The land of Chi’chil Bildagoteel is critical to modern day Apache religion and culture. Privatizing this land so that it can be turned into a copper mine is not only an assault on the land, it is also an act of cultural violence that violates the sovereign right of the Apache to practice their religion. It is a clear violation of the second precept, to refrain from taking that which is not offered.

The fifth of the five remembrances reminds us that we are the owners of our individual actions. Everything we love and hold dear will be separated from us, and our actions will become our sole inheritance. Whatever we do, good or bad, of this we will become the heirs. What would it look like for Arizona and the rest of the United States to start to take responsibility for what was done to the Western Apache, to begin to use right action in the service of healing and reckoning with historical karma, to turn toward the harm that the U.S. caused the Western Apache in removing them from their land? Perhaps an amends process can begin with returning this land, in the hopes that the future will not be robbed from the Apache as the past was.

The foundation of our spirituality is connection to the land… Without Oak Flat, I would not know what it means to be Apache.

Naelyn Pike, Apache Stronghold member

Sacred sites are important to all religions. Were Bodh Gaya or Jerusalem to be destroyed tomorrow, it’s likely that millions across the globe would weep for the loss of not only history, but also the cultural significance we could never retrieve. Images of Notre Dame burning broke the hearts of millions, Catholic and otherwise. While Notre Dame is being rebuilt, we will not see Oak Flat recover from this proposed devastation in our lifetimes.

Get Involved

The Apache Stronghold and the fight for Oak Flat is a spiritual movement. Everything’s done through prayers, that’s how we are as indigenous people. Prayer was first before anything else. But we ask you to reach out to your governments, reach out to your congresses all over, because it’s forest land, it’s federal land. Anybody in this world can fight for it.

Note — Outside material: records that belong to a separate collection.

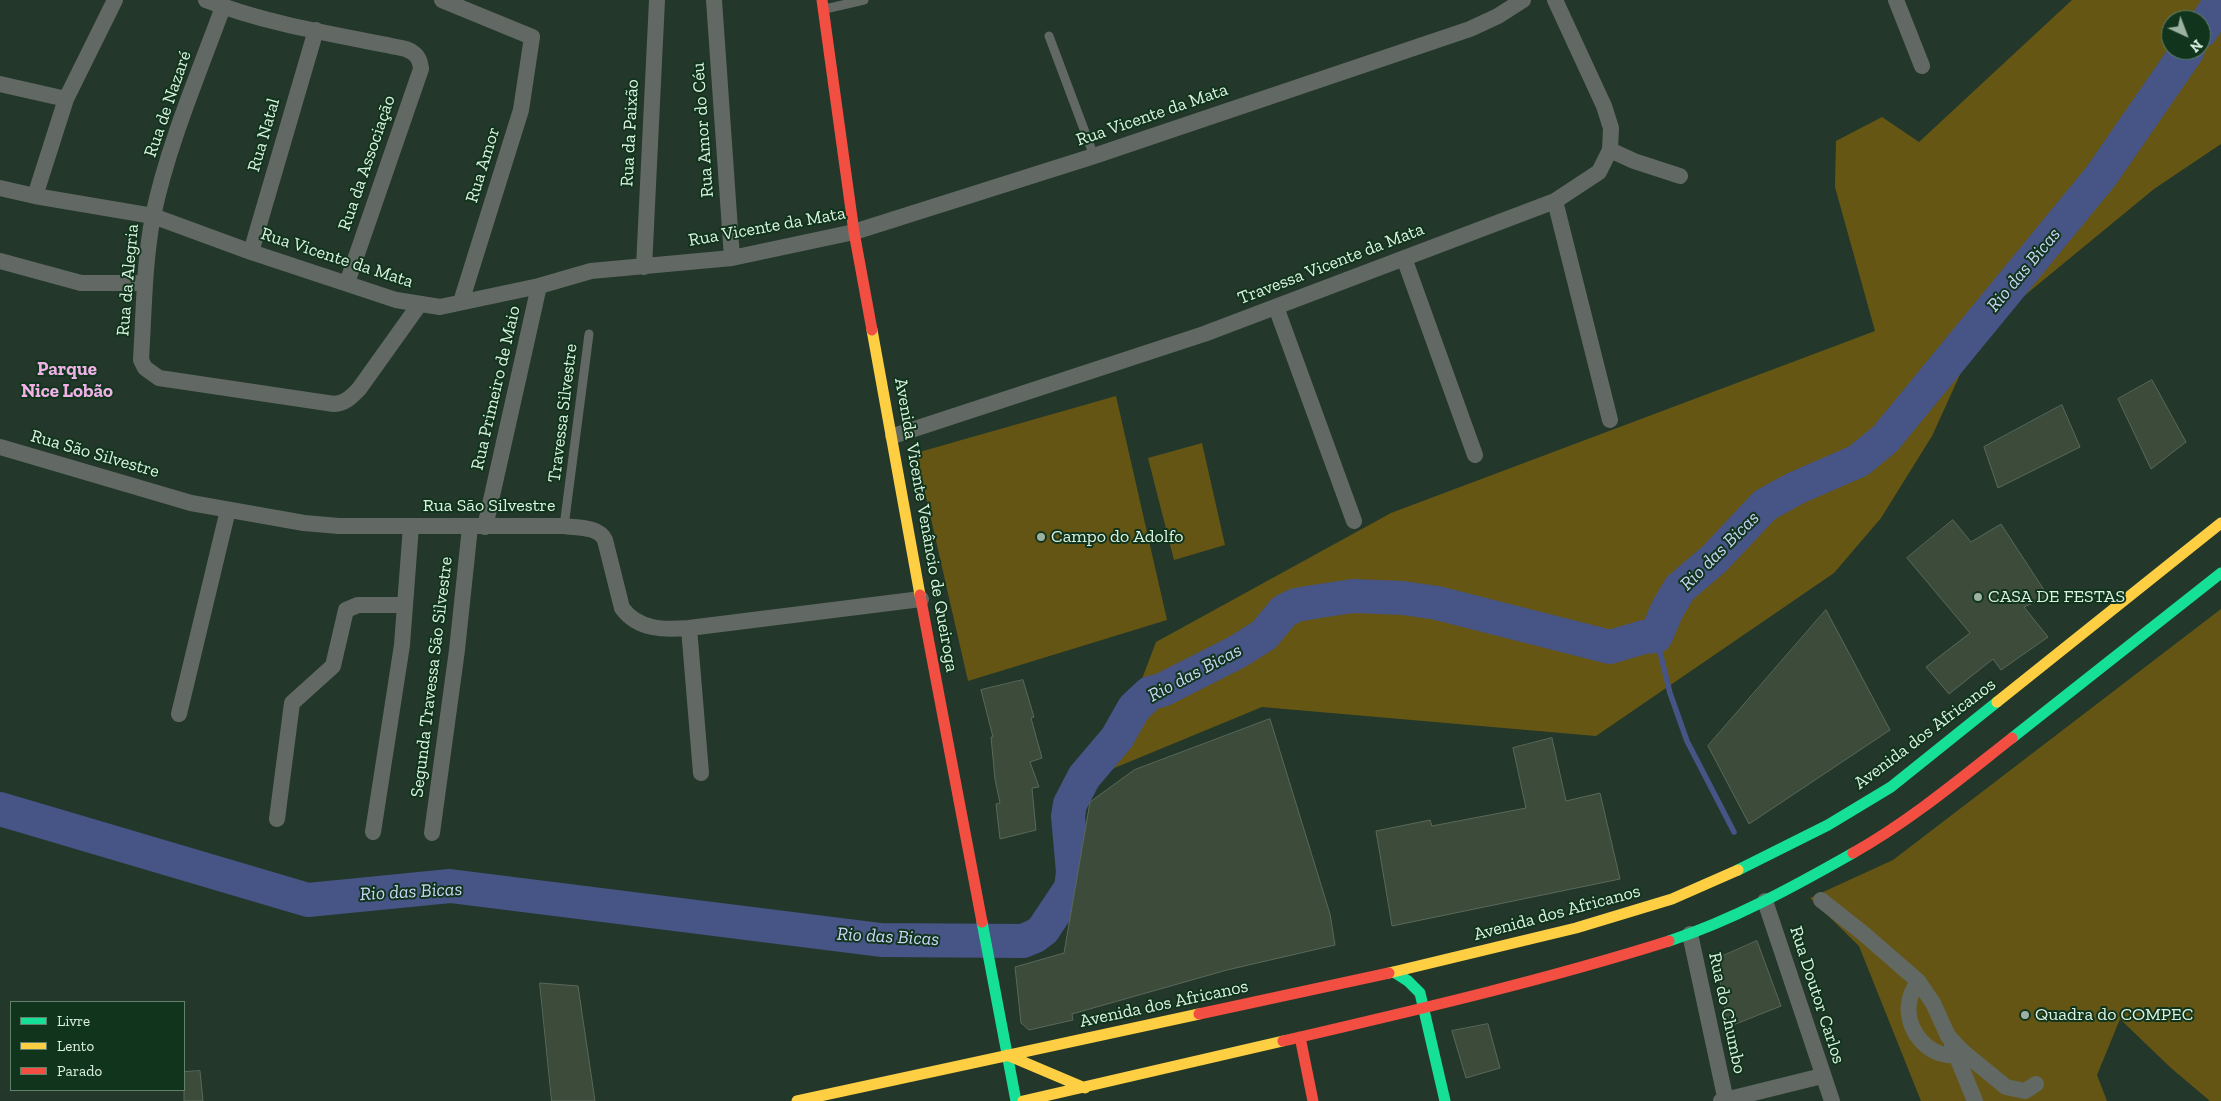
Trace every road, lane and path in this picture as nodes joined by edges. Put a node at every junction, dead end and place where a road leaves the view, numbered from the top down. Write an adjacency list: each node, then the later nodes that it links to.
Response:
1 (115, 0): 16 (street)
2 (206, 0): 11 (street)
3 (442, 0): 33 (street, Rua Amor)
4 (657, 0): 29 (street, Rua da Paixão)
5 (714, 0): 26 (street, Rua Amor do Céu)
6 (864, 0): 10 (lane)
7 (1523, 0): 18 (street, Rua Vicente da Mata)
8 (1555, 0): 17 (street, Travessa Vicente da Mata)
9 (1896, 0): 14 (street)
10 (822, 5): 24 (main road, Avenida Vicente Venâncio de Queiroga)
11 (223, 7): 12 (street); 23 (street, Rua de Nazaré)
12 (316, 30): 25 (street, Rua Natal); 31 (street, Rua da Associação)
13 (1049, 36): 18 (lane)
14 (1922, 66)
15 (0, 84): 16 (street)
16 (66, 99): 21 (street)
17 (1610, 150): 19 (street); 22 (street, Travessa Vicente da Mata)
18 (1094, 156): 24 (street, Rua Vicente da Mata)
19 (1680, 176)
20 (0, 188): 21 (street, Rua Vicente da Mata)
21 (35, 196): 23 (street, Rua Vicente da Mata)
22 (1555, 201): 27 (street, Travessa Vicente da Mata); 37 (street)
23 (153, 216): 25 (street, Rua Vicente da Mata); 30 (street, Rua da Alegria)
24 (854, 232): 26 (street, Rua Vicente da Mata); 38 (main road, Avenida Vicente Venâncio de Queiroga)
25 (251, 252): 31 (street, Rua Vicente da Mata)
26 (732, 258): 29 (street, Rua Vicente da Mata)
27 (1404, 258): 35 (street, Travessa Vicente da Mata); 40 (street)
28 (0, 261): 30 (street)
29 (644, 267): 32 (street, Rua Vicente da Mata)
30 (145, 283): 34 (street, Rua da Alegria)
31 (347, 283): 34 (street, Rua Vicente da Mata)
32 (539, 286): 33 (street, Rua Vicente da Mata); 46 (street, Rua Primeiro de Maio)
33 (461, 302): 34 (street, Rua Vicente da Mata)
34 (419, 305)
35 (1276, 307): 38 (street, Travessa Vicente da Mata); 42 (street)
36 (589, 334): 45 (lane, Travessa Silvestre)
37 (1610, 420)
38 (893, 436): 48 (main road, Avenida Vicente Venâncio de Queiroga)
39 (0, 447): 41 (street, Rua São Silvestre)
40 (1475, 455)
41 (228, 510): 44 (street, Rua São Silvestre); 51 (street)
42 (1354, 520)
43 (2221, 523): 59 (main road, Avenida dos Africanos)
44 (411, 526): 46 (street, Rua São Silvestre); 49 (street)
45 (564, 526): 46 (street, Rua São Silvestre); 50 (street, Rua São Silvestre)
46 (478, 527): 55 (street, Segunda Travessa São Silvestre)
47 (2221, 573): 57 (main road)
48 (921, 599): 50 (street, Rua São Silvestre); 64 (main road, Avenida Vicente Venâncio de Queiroga)
49 (405, 606): 53 (street); 54 (street)
50 (689, 628): 52 (street)
51 (179, 714)
52 (701, 773)
53 (277, 819)
54 (373, 832)
55 (432, 833)
56 (1822, 900): 60 (street)
57 (1765, 901): 58 (main road); 66 (street, Rua Doutor Carlos)
58 (1690, 934): 61 (main road); 74 (street, Rua do Chumbo)
59 (1394, 972): 61 (main road); 64 (main road, Avenida dos Africanos)
60 (1918, 981): 62 (street); 65 (street)
61 (1425, 1008): 63 (main road); 73 (main road)
62 (1948, 1036): 65 (street); 68 (street)
63 (1300, 1037): 67 (main road); 72 (main road)
64 (1007, 1055): 67 (main road); 69 (main road, Avenida dos Africanos); 70 (main road, Avenida Vicente Venâncio de Queiroga)
65 (1955, 1055): 76 (street)
66 (1822, 1076): 74 (street); 75 (street, Rua Doutor Carlos)
67 (1085, 1088): 71 (main road)
68 (2032, 1092)
69 (798, 1101)
70 (1016, 1101)
71 (1023, 1101)
72 (1313, 1101)
73 (1445, 1101)
74 (1724, 1101)
75 (1832, 1101)
76 (1974, 1101)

Vanessa Nosie, Apache archaeologist

Despite a lengthy environmental review process that is still underway, the language in the bill that authorized copper mining in Oak Flat makes it extremely likely that Resolution Copper will receive the land, which is currently federally protected national forest, regardless of what is found in the review. Given this, Representative Grijalva of Arizona and Senator Sanders of Vermont have introduced the Save Oak Flat Act to officially repeal the section of the 2015 defense bill that authorized the project.